DATA TO EXAMINE ->
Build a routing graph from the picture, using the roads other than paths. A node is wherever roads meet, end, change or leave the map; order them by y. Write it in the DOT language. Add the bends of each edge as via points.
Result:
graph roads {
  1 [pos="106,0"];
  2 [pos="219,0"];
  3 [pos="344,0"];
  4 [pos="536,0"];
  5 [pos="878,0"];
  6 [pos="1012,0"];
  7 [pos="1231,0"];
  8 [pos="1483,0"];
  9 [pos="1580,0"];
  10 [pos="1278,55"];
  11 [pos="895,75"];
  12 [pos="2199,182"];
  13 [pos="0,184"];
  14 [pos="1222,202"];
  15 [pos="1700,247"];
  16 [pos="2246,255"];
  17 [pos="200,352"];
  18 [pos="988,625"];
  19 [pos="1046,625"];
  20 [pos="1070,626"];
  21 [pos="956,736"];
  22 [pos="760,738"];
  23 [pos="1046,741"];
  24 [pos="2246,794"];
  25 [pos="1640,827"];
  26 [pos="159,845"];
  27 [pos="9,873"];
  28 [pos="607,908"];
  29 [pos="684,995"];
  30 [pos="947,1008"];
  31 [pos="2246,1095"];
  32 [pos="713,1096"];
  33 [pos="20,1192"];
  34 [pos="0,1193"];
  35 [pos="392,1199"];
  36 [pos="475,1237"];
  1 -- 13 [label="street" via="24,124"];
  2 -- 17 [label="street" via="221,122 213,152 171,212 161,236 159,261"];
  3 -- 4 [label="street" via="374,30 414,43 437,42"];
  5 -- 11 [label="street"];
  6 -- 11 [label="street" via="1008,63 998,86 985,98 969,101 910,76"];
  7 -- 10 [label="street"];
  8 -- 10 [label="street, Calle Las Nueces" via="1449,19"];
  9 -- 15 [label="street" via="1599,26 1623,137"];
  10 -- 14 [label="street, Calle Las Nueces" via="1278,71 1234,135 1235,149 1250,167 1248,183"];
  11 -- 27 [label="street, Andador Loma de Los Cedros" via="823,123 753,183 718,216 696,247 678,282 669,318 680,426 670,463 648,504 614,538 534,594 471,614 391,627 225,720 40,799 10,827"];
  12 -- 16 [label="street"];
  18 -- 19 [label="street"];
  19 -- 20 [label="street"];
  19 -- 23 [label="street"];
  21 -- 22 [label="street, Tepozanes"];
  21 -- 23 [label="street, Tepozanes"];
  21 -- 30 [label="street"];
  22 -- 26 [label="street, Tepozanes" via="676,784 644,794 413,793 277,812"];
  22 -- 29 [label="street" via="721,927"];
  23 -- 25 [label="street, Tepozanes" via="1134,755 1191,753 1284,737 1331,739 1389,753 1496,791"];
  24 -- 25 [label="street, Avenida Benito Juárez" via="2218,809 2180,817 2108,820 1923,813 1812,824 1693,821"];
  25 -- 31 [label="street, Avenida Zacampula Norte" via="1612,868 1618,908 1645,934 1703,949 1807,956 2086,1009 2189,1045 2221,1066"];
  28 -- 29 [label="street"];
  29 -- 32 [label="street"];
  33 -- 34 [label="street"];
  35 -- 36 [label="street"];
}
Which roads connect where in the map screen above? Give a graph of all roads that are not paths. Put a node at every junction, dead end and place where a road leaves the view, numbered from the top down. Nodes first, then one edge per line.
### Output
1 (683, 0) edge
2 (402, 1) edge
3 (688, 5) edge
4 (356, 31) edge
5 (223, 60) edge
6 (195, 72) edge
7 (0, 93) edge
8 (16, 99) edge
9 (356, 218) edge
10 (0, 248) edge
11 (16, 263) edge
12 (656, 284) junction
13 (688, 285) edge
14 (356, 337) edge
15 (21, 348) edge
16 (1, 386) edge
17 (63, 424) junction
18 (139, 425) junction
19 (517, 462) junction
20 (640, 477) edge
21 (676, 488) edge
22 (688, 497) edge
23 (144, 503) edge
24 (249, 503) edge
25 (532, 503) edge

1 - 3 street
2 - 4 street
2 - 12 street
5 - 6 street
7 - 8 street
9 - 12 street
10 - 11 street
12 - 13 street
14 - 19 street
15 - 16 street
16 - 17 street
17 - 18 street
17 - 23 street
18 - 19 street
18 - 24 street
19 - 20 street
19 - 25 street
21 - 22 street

TASK BRIEF -> The material should be transcribed exactly, every line included.

ANSWER SPACE ->
Build a routing graph from the picture, using the roads other than paths. A node is wherever roads meet, end, change or leave the map; order them by y. Write it in the DOT language. Add the bends of each edge as via points.
Result:
graph roads {
  1 [pos="106,0"];
  2 [pos="219,0"];
  3 [pos="344,0"];
  4 [pos="536,0"];
  5 [pos="878,0"];
  6 [pos="1012,0"];
  7 [pos="1231,0"];
  8 [pos="1483,0"];
  9 [pos="1580,0"];
  10 [pos="1278,55"];
  11 [pos="895,75"];
  12 [pos="2199,182"];
  13 [pos="0,184"];
  14 [pos="1222,202"];
  15 [pos="1700,247"];
  16 [pos="2246,255"];
  17 [pos="200,352"];
  18 [pos="988,625"];
  19 [pos="1046,625"];
  20 [pos="1070,626"];
  21 [pos="956,736"];
  22 [pos="760,738"];
  23 [pos="1046,741"];
  24 [pos="2246,794"];
  25 [pos="1640,827"];
  26 [pos="159,845"];
  27 [pos="9,873"];
  28 [pos="607,908"];
  29 [pos="684,995"];
  30 [pos="947,1008"];
  31 [pos="2246,1095"];
  32 [pos="713,1096"];
  33 [pos="20,1192"];
  34 [pos="0,1193"];
  35 [pos="392,1199"];
  36 [pos="475,1237"];
  1 -- 13 [label="street" via="24,124"];
  2 -- 17 [label="street" via="221,122 213,152 171,212 161,236 159,261"];
  3 -- 4 [label="street" via="374,30 414,43 437,42"];
  5 -- 11 [label="street"];
  6 -- 11 [label="street" via="1008,63 998,86 985,98 969,101 910,76"];
  7 -- 10 [label="street"];
  8 -- 10 [label="street, Calle Las Nueces" via="1449,19"];
  9 -- 15 [label="street" via="1599,26 1623,137"];
  10 -- 14 [label="street, Calle Las Nueces" via="1278,71 1234,135 1235,149 1250,167 1248,183"];
  11 -- 27 [label="street, Andador Loma de Los Cedros" via="823,123 753,183 718,216 696,247 678,282 669,318 680,426 670,463 648,504 614,538 534,594 471,614 391,627 225,720 40,799 10,827"];
  12 -- 16 [label="street"];
  18 -- 19 [label="street"];
  19 -- 20 [label="street"];
  19 -- 23 [label="street"];
  21 -- 22 [label="street, Tepozanes"];
  21 -- 23 [label="street, Tepozanes"];
  21 -- 30 [label="street"];
  22 -- 26 [label="street, Tepozanes" via="676,784 644,794 413,793 277,812"];
  22 -- 29 [label="street" via="721,927"];
  23 -- 25 [label="street, Tepozanes" via="1134,755 1191,753 1284,737 1331,739 1389,753 1496,791"];
  24 -- 25 [label="street, Avenida Benito Juárez" via="2218,809 2180,817 2108,820 1923,813 1812,824 1693,821"];
  25 -- 31 [label="street, Avenida Zacampula Norte" via="1612,868 1618,908 1645,934 1703,949 1807,956 2086,1009 2189,1045 2221,1066"];
  28 -- 29 [label="street"];
  29 -- 32 [label="street"];
  33 -- 34 [label="street"];
  35 -- 36 [label="street"];
}
Which roads connect where in the map screen above? Give a graph of all roads that are not paths. Put a node at every junction, dead end and place where a road leaves the view, numbered from the top down. Nodes first, then one edge per line.
### Output
1 (683, 0) edge
2 (402, 1) edge
3 (688, 5) edge
4 (356, 31) edge
5 (223, 60) edge
6 (195, 72) edge
7 (0, 93) edge
8 (16, 99) edge
9 (356, 218) edge
10 (0, 248) edge
11 (16, 263) edge
12 (656, 284) junction
13 (688, 285) edge
14 (356, 337) edge
15 (21, 348) edge
16 (1, 386) edge
17 (63, 424) junction
18 (139, 425) junction
19 (517, 462) junction
20 (640, 477) edge
21 (676, 488) edge
22 (688, 497) edge
23 (144, 503) edge
24 (249, 503) edge
25 (532, 503) edge

1 - 3 street
2 - 4 street
2 - 12 street
5 - 6 street
7 - 8 street
9 - 12 street
10 - 11 street
12 - 13 street
14 - 19 street
15 - 16 street
16 - 17 street
17 - 18 street
17 - 23 street
18 - 19 street
18 - 24 street
19 - 20 street
19 - 25 street
21 - 22 street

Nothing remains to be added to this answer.